Xiaoyu crouched down and called through the shaft to the watching faces below: ‘My dad’s come to get me!’ She sounded as if she were saying: ‘An angel’s come to get me!’
No one said anything. Even Anna, whom Xiaoyu had promised to take with her, was glum-faced and silent. It was wishful thinking to imagine that someone this lucky would remember her promises.
Xiaoyu got to her feet and the girls heard her say: ‘I want to take two classmates with me, Dad!’
‘Don’t be ridiculous!’ said her father roughly.
‘I do!’
Her father hesitated. The girls held their breath. Finally he said: ‘All right. Who do you want to take?’
Xiaoyu went through the kitchen and climbed down the ladder. Fifteen girls stood there, not daring to make a sound. Xiaoyu had the power of life and death over them. The women on the other side of the curtain were just as silent, as if the choice of who were going to be the lucky ones mattered enormously to them too.
Xiaoyu looked first at one, then at another.

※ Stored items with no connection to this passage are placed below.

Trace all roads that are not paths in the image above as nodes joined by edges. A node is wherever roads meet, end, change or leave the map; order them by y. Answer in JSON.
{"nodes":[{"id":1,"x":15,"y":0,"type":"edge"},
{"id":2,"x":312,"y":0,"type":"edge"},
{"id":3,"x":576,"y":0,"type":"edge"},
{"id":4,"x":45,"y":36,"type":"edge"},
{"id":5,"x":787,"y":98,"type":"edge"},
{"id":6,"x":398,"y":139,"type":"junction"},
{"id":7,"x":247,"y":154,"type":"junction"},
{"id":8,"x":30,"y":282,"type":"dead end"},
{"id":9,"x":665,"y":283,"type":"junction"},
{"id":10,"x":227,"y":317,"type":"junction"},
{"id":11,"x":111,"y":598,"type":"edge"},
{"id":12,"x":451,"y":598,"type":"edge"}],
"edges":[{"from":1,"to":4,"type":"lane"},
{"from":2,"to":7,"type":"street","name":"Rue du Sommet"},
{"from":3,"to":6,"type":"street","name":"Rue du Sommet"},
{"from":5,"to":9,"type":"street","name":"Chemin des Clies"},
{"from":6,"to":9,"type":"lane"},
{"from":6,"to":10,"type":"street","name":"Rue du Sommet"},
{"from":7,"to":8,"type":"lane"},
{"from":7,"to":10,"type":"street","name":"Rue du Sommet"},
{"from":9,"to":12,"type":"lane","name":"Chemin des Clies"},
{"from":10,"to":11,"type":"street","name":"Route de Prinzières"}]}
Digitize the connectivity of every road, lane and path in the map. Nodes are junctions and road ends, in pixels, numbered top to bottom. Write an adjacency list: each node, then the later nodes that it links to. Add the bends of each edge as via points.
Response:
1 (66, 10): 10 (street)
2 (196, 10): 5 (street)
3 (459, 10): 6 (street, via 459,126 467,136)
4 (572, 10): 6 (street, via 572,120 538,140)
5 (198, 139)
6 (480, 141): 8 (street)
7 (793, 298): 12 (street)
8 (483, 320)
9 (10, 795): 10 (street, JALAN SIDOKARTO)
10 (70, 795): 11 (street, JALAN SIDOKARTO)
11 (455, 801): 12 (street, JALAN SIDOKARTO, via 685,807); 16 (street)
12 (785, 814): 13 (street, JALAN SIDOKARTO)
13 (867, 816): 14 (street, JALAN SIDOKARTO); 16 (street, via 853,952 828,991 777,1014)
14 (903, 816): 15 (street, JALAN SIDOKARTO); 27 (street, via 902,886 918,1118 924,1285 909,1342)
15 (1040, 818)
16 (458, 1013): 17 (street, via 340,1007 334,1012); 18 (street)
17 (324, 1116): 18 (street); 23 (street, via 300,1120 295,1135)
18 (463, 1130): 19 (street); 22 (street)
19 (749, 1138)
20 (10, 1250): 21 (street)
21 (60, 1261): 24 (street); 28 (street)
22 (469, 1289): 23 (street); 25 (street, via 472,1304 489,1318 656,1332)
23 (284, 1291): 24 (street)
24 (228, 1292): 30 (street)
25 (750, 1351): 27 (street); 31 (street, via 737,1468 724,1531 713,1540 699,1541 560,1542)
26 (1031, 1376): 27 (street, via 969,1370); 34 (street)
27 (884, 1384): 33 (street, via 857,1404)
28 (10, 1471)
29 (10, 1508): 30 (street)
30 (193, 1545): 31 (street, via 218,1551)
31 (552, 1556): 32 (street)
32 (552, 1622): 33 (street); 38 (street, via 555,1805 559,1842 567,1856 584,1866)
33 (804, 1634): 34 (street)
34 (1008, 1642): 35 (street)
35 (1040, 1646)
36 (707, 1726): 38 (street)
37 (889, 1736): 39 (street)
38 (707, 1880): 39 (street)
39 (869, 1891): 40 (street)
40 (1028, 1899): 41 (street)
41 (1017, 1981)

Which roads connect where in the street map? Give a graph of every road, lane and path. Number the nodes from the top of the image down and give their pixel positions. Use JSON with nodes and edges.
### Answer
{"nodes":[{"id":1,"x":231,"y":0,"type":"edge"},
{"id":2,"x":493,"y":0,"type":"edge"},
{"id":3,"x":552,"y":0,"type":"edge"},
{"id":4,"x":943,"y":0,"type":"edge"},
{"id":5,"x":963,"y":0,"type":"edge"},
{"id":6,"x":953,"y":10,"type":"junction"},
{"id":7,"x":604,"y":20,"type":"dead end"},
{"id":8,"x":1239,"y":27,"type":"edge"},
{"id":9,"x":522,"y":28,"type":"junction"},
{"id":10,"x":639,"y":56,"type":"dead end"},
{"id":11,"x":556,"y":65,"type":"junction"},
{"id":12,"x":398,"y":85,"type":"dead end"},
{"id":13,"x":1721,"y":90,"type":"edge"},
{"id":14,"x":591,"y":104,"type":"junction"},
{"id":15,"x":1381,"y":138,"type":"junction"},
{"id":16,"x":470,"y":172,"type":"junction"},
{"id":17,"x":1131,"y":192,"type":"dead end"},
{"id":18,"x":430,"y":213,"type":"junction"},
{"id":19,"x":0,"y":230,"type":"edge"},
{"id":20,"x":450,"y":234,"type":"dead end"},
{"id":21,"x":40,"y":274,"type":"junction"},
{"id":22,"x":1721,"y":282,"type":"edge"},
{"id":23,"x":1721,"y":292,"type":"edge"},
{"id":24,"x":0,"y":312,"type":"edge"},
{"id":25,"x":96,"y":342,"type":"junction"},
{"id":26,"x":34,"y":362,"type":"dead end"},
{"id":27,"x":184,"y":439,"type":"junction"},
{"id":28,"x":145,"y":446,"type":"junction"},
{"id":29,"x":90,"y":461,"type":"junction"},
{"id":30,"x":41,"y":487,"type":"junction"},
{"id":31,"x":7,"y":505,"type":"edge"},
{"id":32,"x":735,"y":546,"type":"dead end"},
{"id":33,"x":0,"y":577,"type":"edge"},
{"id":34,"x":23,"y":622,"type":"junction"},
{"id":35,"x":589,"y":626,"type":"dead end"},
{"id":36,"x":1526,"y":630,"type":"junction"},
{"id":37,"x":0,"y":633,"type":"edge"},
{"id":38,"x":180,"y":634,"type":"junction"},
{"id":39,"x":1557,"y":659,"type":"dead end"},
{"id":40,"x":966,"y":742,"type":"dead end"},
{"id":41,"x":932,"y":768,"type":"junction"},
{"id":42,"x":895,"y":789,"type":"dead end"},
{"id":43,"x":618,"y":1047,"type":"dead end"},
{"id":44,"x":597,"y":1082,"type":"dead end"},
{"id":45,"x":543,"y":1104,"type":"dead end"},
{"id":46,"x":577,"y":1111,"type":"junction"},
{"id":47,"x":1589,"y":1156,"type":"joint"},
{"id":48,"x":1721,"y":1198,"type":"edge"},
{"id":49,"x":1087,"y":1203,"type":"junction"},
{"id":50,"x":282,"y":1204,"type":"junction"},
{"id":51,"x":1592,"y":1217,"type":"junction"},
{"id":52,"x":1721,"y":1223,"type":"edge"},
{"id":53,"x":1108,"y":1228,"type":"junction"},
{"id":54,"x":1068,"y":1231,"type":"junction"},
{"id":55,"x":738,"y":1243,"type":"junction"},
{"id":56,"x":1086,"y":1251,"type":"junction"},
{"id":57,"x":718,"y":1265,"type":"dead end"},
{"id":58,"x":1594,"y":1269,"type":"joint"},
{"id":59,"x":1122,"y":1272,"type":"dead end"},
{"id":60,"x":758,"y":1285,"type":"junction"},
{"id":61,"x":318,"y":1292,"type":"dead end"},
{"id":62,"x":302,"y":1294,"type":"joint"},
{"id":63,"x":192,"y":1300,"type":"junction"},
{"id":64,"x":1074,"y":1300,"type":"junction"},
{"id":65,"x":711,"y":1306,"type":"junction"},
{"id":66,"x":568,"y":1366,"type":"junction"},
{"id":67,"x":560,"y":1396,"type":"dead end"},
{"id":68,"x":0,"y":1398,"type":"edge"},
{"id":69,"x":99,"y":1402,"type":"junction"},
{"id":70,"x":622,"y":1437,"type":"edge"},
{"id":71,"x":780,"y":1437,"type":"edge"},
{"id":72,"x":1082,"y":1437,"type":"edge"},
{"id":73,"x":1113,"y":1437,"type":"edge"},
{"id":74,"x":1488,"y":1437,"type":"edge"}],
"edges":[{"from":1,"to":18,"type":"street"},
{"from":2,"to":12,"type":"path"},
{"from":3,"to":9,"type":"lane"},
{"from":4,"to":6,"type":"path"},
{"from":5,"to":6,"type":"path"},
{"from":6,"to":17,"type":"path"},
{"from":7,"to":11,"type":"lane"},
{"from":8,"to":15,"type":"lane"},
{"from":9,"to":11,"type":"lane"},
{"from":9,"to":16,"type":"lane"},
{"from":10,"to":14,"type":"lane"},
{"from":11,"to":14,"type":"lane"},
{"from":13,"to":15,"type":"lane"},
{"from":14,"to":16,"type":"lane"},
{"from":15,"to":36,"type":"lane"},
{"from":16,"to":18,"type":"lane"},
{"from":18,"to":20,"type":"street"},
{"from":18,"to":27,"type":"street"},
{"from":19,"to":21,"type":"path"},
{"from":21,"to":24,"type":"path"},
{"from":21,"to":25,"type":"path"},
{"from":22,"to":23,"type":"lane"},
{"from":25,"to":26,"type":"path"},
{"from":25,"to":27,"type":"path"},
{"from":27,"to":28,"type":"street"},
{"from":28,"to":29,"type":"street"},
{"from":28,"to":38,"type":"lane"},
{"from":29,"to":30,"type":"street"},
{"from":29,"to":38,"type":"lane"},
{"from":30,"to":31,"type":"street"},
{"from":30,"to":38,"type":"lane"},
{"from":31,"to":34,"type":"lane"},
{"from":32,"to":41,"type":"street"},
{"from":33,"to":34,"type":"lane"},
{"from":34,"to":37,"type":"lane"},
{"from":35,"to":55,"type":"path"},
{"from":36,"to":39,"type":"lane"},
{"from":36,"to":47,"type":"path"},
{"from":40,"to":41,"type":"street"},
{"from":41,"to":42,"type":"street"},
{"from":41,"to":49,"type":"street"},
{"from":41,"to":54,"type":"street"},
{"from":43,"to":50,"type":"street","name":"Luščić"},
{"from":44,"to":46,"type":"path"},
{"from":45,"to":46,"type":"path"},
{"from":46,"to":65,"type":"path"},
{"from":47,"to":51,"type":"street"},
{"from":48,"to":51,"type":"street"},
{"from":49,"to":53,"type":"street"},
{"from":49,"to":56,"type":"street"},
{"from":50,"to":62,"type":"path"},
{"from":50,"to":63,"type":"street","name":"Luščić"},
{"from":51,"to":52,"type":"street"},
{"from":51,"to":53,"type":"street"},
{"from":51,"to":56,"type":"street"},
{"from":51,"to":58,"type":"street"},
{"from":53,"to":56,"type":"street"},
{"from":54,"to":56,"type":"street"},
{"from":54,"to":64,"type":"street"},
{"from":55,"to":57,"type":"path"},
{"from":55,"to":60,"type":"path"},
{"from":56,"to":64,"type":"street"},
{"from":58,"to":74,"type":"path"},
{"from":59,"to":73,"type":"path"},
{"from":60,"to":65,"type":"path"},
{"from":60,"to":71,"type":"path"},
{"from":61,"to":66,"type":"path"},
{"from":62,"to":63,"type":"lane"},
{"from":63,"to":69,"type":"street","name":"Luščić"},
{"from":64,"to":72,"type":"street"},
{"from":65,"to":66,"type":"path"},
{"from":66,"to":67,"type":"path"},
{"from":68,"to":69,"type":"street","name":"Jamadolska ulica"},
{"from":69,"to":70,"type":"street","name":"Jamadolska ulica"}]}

Most of them knew they had no prospect of being chosen, even though they would gladly have jumped at the chance of being a servant in the Xu family household.
‘Anna,’ said Xiaoyu.
Anna, flushed with the honour of being chosen, slowly stood up and went to stand beside her friend.
Xiaoyu looked at the remaining faces, which were increasingly anxious and despondent. Shujuan was full of regret that she had not made it up with Xiaoyu, but it was too late now. She could only feign indifference as to whether she lived or died.